**** EXERCISE INPUT
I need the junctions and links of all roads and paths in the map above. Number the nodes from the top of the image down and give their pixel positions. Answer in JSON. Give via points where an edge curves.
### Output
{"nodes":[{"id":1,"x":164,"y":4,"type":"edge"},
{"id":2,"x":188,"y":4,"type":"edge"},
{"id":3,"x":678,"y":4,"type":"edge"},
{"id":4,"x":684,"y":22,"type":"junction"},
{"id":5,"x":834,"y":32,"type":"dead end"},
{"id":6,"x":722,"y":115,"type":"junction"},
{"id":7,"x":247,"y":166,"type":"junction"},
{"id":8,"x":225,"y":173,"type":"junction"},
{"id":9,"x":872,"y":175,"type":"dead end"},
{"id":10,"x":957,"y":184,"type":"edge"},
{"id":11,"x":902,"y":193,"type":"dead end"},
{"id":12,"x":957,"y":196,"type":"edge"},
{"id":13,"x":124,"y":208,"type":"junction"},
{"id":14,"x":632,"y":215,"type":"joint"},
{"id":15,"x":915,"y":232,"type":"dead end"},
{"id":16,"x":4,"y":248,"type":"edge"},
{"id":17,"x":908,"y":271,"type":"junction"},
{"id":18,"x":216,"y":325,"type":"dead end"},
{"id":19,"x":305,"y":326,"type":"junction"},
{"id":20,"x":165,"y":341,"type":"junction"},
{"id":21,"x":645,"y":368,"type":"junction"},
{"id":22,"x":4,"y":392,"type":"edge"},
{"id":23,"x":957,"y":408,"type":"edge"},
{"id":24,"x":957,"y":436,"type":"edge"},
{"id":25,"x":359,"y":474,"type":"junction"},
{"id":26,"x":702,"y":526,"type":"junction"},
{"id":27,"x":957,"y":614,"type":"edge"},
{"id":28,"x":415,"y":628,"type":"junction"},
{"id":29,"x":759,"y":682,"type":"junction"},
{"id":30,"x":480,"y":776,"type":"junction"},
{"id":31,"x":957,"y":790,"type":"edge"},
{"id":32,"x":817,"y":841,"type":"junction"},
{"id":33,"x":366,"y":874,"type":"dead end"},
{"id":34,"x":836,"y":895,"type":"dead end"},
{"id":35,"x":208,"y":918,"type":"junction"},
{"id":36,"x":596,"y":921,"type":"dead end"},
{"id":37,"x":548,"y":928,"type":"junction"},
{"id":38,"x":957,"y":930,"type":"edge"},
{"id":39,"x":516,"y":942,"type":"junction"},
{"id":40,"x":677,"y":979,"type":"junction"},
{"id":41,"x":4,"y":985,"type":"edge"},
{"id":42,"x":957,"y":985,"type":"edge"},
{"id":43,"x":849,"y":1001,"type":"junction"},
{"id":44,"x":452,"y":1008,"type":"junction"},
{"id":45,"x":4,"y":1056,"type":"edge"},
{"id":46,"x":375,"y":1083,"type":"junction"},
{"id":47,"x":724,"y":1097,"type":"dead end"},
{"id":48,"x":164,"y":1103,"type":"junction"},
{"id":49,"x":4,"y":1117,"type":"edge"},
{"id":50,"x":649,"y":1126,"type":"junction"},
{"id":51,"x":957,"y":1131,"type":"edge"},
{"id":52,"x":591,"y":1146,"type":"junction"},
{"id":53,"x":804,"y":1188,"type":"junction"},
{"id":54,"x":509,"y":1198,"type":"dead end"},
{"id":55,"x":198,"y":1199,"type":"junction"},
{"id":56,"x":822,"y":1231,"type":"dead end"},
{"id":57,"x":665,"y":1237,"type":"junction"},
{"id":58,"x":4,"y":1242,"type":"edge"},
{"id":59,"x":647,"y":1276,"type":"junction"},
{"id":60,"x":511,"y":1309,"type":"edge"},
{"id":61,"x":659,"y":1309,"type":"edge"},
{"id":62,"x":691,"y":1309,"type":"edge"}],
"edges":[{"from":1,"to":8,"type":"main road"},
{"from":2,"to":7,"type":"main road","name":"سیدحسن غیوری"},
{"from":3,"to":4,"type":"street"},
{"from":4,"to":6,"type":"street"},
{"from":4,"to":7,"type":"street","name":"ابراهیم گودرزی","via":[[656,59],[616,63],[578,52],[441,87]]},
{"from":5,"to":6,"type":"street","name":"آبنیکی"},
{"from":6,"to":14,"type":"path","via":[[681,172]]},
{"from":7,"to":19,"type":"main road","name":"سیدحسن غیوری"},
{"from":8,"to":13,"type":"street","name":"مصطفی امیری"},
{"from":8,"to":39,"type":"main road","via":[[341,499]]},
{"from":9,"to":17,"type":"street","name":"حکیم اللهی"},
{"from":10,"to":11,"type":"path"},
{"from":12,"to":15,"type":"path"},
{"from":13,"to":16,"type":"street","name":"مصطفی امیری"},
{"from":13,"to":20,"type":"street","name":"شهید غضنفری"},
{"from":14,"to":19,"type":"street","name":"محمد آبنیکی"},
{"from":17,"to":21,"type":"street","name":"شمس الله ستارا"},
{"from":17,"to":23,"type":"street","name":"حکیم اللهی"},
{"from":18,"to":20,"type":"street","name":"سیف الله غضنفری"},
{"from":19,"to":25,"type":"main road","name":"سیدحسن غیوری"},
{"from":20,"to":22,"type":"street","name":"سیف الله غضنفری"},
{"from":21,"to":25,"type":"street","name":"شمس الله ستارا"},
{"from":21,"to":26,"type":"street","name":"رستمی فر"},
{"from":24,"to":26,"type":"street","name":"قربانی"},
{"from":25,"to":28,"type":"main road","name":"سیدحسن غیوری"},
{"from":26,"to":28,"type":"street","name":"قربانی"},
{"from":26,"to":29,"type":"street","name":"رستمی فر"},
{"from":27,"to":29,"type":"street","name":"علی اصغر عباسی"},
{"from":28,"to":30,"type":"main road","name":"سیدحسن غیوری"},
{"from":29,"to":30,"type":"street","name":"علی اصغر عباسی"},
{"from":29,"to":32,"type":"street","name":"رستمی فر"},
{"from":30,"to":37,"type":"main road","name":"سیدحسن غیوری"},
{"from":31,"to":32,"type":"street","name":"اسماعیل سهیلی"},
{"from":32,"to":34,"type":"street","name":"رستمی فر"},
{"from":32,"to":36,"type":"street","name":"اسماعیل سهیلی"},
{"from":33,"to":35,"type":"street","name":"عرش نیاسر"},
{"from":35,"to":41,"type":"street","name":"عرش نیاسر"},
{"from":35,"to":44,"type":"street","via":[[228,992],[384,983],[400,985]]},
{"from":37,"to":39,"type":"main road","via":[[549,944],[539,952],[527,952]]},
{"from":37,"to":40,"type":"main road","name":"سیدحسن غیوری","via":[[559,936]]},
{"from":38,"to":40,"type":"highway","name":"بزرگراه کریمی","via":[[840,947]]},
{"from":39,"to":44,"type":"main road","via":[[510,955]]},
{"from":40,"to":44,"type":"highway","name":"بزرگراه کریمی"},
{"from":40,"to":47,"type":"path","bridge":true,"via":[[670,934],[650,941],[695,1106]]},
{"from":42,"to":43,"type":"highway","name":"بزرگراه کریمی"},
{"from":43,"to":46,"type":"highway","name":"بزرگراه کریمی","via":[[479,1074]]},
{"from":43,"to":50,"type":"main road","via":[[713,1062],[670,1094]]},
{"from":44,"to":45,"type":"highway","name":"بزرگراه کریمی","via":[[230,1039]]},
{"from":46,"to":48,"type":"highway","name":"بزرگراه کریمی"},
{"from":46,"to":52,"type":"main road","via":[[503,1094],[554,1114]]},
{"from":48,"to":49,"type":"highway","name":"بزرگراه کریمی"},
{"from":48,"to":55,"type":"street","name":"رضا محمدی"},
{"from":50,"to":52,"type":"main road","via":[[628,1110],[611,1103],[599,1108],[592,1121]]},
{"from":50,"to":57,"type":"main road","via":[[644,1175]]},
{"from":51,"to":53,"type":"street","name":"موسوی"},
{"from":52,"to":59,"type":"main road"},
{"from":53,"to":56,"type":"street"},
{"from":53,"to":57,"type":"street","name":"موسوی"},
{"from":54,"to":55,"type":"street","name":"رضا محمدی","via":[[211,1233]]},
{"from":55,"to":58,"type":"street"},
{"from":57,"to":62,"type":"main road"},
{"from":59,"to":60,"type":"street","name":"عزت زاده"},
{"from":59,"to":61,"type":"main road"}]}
********
# ASSIGNMENT
Nothing but lines that contain "آبنیکی" should appear in the answer. Copy each from the records.

# RESPONSE
{"from":5,"to":6,"type":"street","name":"آبنیکی"},
{"from":14,"to":19,"type":"street","name":"محمد آبنیکی"},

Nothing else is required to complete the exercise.